Hugo Wolf
March 13, 1860 - February 22, 1903born in Windischgraz, Austria, composed during the Romantic period
Biography
Hugo Wolf, a native of Windischgraz (now Slovenjgradec, Slovenia), in the Austro-Hungarian province of Styria, was born on March 13, 1860 and died on February 22, 1903, three weeks before his 43rd birthday -- like Schubert, German music's first great lieder composer, of tertiary syphilis. Like Schumann, the other great lieder composer (also syphilitic), Wolf died in an insane asylum after trying to drown himself in October 1898. (He had committed himself a year earlier, but was discharged after four months.) Also like Schumann, he composed in manic bursts between periods of depression, once the disease entered its second stage, and like two predecessors, was an unsuccessful composer of stage music.

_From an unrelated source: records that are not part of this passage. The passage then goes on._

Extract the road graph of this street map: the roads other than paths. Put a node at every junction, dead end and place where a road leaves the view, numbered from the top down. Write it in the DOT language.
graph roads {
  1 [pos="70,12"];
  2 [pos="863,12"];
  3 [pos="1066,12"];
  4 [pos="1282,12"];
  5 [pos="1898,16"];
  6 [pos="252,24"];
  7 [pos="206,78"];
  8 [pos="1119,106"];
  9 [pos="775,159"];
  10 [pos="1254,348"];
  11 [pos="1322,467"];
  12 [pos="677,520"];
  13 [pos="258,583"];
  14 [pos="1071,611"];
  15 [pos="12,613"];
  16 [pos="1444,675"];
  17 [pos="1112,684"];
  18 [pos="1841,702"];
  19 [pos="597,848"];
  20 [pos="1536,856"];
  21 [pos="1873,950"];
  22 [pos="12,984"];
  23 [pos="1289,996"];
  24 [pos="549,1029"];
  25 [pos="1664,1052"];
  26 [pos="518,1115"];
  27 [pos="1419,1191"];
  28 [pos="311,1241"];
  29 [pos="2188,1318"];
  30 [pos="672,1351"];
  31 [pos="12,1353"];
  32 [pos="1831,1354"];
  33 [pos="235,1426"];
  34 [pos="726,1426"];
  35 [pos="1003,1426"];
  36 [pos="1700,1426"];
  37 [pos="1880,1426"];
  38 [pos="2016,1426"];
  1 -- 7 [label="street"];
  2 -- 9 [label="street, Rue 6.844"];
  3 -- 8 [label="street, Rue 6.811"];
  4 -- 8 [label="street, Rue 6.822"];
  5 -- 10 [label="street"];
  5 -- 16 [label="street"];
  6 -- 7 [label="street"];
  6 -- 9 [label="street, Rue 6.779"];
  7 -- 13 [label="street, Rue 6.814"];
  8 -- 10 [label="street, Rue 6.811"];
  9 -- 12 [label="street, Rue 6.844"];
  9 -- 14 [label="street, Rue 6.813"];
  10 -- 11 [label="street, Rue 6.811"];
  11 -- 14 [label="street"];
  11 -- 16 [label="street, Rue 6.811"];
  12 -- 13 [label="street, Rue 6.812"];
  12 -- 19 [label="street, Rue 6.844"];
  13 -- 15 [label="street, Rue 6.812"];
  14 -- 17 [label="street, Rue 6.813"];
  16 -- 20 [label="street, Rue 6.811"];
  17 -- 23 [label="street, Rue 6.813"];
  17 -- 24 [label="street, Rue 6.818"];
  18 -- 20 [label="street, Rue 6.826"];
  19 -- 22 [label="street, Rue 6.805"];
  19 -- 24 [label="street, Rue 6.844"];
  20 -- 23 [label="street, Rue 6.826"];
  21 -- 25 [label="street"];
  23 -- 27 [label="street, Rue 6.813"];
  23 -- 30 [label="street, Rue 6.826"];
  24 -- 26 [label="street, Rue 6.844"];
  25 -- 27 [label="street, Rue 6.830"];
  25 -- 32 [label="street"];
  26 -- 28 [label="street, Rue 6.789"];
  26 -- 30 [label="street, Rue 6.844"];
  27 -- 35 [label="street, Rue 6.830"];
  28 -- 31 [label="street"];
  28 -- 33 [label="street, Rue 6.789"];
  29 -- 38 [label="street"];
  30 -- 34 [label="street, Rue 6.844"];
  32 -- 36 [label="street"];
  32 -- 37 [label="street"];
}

Wolf completed only one opera, Der Corregidor (1895-1896), based on the same Spanish comedy Falla later used in The Three-Cornered Hat. Indifferently and with difficulty he also composed incidental music for two plays long forgotten. As a teenager, he began but never finished a violin concerto and two symphonies (in 1879 he lost the manuscript of a third symphony while traveling). His orchestral repertory amounts to Penthesilea (after Kleist; 1883-1885), a turbidly scored, Liszt-Wagnerian symphonic poem; Christnacht, a choral work both naive and sublime (1886-1889), and the Italian Serenade (a 1892 arrangement of his charming 1887 Serenade in G for String Quartet).